Task requirements: Copy each line of the entries beneath that contains the word "paths".

Task material:
┌──
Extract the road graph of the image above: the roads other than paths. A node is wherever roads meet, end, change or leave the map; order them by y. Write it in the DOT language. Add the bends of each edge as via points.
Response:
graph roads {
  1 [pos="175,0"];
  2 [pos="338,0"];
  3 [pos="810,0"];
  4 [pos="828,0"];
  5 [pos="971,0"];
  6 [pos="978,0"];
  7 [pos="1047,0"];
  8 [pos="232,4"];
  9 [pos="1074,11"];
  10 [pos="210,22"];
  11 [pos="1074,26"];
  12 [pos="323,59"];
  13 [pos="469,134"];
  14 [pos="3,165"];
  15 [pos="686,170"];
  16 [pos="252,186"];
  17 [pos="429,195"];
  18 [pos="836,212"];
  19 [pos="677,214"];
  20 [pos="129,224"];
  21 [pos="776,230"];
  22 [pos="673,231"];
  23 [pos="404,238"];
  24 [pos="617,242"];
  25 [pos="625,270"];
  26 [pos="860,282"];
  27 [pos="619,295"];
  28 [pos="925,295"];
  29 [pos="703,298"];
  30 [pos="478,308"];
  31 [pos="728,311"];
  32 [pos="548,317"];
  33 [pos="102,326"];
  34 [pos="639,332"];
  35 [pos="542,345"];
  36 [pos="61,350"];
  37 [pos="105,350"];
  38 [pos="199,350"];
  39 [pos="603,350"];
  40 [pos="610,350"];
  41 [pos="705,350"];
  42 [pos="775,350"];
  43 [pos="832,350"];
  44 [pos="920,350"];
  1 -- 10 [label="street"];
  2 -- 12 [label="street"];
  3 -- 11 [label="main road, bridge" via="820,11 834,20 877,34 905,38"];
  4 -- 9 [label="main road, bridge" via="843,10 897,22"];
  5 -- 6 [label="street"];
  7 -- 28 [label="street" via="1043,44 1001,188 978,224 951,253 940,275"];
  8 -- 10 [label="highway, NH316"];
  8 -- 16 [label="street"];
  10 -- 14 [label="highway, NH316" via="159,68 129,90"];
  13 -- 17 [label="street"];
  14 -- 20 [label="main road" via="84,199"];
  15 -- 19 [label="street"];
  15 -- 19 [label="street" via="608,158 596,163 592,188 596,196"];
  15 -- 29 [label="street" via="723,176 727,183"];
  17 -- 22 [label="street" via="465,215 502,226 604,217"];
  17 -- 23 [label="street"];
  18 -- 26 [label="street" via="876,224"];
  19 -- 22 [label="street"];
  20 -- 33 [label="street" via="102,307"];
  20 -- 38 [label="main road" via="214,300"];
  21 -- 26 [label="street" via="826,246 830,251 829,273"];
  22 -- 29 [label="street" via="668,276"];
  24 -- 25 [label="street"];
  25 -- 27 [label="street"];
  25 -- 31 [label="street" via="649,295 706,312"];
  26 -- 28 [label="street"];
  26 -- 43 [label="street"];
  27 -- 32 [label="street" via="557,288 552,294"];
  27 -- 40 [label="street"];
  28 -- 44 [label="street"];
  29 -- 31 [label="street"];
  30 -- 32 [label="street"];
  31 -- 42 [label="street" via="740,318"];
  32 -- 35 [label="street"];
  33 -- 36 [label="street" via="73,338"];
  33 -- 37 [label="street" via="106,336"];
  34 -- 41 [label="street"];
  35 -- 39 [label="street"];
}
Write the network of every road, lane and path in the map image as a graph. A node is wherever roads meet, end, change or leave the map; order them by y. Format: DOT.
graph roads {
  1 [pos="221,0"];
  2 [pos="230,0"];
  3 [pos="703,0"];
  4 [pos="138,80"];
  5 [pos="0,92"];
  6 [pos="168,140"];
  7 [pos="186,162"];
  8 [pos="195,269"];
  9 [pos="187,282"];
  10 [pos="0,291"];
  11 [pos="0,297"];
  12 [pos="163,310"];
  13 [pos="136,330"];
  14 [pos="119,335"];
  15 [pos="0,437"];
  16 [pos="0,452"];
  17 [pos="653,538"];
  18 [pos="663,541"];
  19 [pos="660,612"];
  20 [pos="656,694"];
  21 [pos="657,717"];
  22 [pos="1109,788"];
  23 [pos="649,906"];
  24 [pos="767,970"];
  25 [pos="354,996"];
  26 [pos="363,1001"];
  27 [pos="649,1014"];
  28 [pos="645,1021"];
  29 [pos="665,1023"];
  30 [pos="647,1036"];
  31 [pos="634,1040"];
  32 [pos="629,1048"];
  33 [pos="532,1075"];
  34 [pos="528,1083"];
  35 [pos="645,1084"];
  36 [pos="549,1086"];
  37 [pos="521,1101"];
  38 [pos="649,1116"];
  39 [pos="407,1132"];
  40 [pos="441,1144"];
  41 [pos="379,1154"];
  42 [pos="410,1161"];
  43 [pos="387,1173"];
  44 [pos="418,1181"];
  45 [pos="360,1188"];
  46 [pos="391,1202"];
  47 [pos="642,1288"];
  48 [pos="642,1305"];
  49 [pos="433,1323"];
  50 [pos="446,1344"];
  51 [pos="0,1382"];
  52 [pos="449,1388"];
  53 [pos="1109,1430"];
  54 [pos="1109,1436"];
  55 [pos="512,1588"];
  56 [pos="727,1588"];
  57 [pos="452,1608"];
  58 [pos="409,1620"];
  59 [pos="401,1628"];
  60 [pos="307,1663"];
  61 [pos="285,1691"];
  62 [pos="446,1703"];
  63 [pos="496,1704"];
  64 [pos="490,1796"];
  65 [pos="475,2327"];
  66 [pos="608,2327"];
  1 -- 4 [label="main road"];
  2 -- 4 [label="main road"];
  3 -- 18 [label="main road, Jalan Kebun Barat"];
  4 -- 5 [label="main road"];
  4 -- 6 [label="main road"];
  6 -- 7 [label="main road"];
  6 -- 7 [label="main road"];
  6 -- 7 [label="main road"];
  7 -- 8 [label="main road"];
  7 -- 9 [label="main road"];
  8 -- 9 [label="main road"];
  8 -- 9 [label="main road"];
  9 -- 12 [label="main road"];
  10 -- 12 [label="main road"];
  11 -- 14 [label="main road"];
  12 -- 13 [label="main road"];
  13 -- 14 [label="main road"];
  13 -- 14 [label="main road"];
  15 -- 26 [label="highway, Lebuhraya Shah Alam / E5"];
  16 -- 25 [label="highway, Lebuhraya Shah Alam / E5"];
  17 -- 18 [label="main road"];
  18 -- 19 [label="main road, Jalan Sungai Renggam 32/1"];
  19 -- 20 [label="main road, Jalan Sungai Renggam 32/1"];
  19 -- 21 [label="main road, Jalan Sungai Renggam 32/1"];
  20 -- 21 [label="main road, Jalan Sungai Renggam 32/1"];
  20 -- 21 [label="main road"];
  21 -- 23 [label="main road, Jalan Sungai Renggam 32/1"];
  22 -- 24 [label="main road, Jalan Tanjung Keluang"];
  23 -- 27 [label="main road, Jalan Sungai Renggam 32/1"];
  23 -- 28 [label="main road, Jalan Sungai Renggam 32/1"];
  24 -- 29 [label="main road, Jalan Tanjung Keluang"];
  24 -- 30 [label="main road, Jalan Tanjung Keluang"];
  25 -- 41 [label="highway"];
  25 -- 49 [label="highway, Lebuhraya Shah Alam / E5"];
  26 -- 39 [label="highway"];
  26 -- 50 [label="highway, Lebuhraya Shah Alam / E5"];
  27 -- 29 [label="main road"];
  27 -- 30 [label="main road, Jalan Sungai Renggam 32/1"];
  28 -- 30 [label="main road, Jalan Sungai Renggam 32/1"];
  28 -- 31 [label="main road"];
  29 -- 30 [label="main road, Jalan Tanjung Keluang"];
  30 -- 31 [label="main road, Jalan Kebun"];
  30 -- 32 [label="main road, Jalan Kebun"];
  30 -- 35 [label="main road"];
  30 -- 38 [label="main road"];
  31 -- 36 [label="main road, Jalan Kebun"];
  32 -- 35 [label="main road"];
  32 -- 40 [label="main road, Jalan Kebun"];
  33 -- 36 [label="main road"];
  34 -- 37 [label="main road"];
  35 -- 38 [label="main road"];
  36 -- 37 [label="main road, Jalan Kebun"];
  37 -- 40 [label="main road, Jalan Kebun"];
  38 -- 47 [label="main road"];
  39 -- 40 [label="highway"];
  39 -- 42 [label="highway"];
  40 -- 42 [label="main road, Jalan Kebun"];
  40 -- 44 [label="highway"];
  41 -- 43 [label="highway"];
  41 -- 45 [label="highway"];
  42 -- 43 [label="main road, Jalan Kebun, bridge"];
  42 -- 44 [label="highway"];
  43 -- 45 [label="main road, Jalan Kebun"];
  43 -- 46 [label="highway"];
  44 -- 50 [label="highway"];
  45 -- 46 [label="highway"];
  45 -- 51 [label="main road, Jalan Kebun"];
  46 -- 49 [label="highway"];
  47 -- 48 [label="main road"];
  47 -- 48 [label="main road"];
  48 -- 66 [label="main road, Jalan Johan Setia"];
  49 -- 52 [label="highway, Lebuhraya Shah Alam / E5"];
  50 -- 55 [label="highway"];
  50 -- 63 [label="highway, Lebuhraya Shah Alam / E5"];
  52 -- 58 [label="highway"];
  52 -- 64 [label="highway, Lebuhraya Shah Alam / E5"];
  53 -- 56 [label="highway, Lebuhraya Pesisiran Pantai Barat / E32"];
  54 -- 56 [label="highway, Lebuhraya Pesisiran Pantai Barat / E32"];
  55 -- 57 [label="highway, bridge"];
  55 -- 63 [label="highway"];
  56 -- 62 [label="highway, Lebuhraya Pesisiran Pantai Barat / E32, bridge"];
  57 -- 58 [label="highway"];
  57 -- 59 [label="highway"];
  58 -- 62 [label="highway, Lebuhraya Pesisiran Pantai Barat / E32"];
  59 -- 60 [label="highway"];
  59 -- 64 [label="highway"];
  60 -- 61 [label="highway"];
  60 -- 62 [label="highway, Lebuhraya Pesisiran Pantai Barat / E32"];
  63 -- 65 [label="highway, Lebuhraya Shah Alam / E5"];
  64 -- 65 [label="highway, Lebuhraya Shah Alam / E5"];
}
└──
┌──
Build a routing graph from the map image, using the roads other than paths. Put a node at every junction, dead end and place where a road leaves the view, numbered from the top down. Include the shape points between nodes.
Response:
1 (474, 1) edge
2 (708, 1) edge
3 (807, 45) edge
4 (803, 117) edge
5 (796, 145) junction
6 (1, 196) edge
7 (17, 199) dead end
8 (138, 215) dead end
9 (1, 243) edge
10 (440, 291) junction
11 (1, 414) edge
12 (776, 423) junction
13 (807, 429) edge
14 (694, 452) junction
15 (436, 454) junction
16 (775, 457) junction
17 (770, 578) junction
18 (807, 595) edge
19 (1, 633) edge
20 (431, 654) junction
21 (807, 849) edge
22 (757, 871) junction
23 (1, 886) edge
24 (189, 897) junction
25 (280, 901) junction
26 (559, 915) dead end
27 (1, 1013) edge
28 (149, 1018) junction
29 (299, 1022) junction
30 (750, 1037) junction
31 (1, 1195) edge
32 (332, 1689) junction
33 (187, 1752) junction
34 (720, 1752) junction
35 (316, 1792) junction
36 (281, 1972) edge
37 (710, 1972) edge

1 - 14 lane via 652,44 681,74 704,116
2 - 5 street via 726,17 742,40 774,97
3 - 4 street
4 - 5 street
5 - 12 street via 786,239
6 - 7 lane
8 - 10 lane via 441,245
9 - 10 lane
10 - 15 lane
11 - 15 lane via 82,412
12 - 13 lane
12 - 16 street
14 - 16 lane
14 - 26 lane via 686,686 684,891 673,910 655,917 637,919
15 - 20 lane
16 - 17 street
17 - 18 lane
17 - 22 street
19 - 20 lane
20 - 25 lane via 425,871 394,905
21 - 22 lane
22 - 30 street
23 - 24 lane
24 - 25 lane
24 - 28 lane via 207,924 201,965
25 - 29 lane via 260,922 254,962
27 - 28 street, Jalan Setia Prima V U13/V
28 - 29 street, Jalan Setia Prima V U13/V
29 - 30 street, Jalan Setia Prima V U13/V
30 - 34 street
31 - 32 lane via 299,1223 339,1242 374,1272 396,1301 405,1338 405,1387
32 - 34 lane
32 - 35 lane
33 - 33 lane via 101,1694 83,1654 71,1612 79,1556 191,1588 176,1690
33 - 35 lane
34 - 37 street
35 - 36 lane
└──
┌──
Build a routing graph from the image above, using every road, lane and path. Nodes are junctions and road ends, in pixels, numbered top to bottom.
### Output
└──
Exercise output:
Extract the road graph of the image above: the roads other than paths. A node is wherever roads meet, end, change or leave the map; order them by y. Write it in the DOT language. Add the bends of each edge as via points.
Build a routing graph from the map image, using the roads other than paths. Put a node at every junction, dead end and place where a road leaves the view, numbered from the top down. Include the shape points between nodes.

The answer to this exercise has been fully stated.